Pictures do not belong in the copy; print every entry exactly as it stands.

Saved entries:
● ● ●

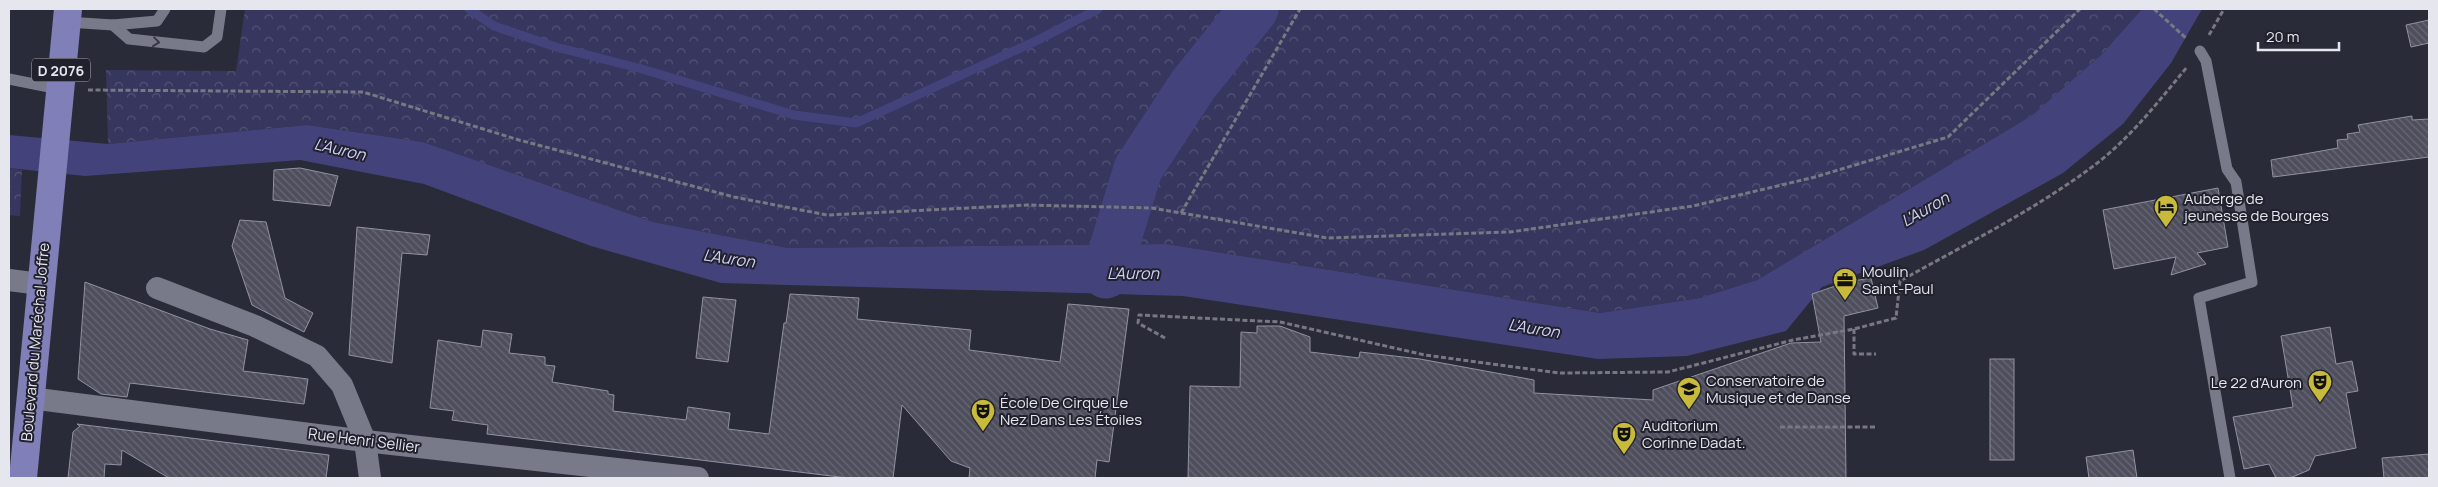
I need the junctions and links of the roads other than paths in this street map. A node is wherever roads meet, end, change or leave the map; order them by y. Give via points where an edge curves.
1 (165, 9) edge
2 (221, 9) edge
3 (67, 16) edge
4 (113, 25) junction
5 (2200, 51) road end
6 (9, 79) edge
7 (59, 89) junction
8 (9, 280) edge
9 (40, 284) junction
10 (157, 288) dead end
11 (30, 398) junction
12 (365, 441) junction
13 (18, 470) edge
14 (370, 478) edge
15 (698, 478) edge
16 (2230, 478) edge

1 - 4 lane via 157,21
4 -> 2 lane via 129,39 204,47 217,37
3 - 4 lane
3 - 7 main road, D 2076
5 - 16 lane via 2206,61 2227,169 2236,182 2252,282 2199,298
6 - 7 lane
7 - 9 main road, Boulevard du Maréchal Joffre / D 2076
8 - 9 street
9 - 11 main road, Boulevard du Maréchal Joffre / D 2076
10 - 12 street via 255,326 317,356 342,385
11 - 12 street, Rue Henri Sellier
11 - 13 main road, Boulevard du Maréchal Joffre / D 2076
12 - 14 street
12 - 15 street, Rue Henri Sellier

● ● ●

RESULT FOR THIS EXERCISE >>
I need the junctions and links of the roads other than paths in this street map. A node is wherever roads meet, end, change or leave the map; order them by y. Give via points where an edge curves.
1 (165, 9) edge
2 (221, 9) edge
3 (67, 16) edge
4 (113, 25) junction
5 (2200, 51) road end
6 (9, 79) edge
7 (59, 89) junction
8 (9, 280) edge
9 (40, 284) junction
10 (157, 288) dead end
11 (30, 398) junction
12 (365, 441) junction
13 (18, 470) edge
14 (370, 478) edge
15 (698, 478) edge
16 (2230, 478) edge

1 - 4 lane via 157,21
4 -> 2 lane via 129,39 204,47 217,37
3 - 4 lane
3 - 7 main road, D 2076
5 - 16 lane via 2206,61 2227,169 2236,182 2252,282 2199,298
6 - 7 lane
7 - 9 main road, Boulevard du Maréchal Joffre / D 2076
8 - 9 street
9 - 11 main road, Boulevard du Maréchal Joffre / D 2076
10 - 12 street via 255,326 317,356 342,385
11 - 12 street, Rue Henri Sellier
11 - 13 main road, Boulevard du Maréchal Joffre / D 2076
12 - 14 street
12 - 15 street, Rue Henri Sellier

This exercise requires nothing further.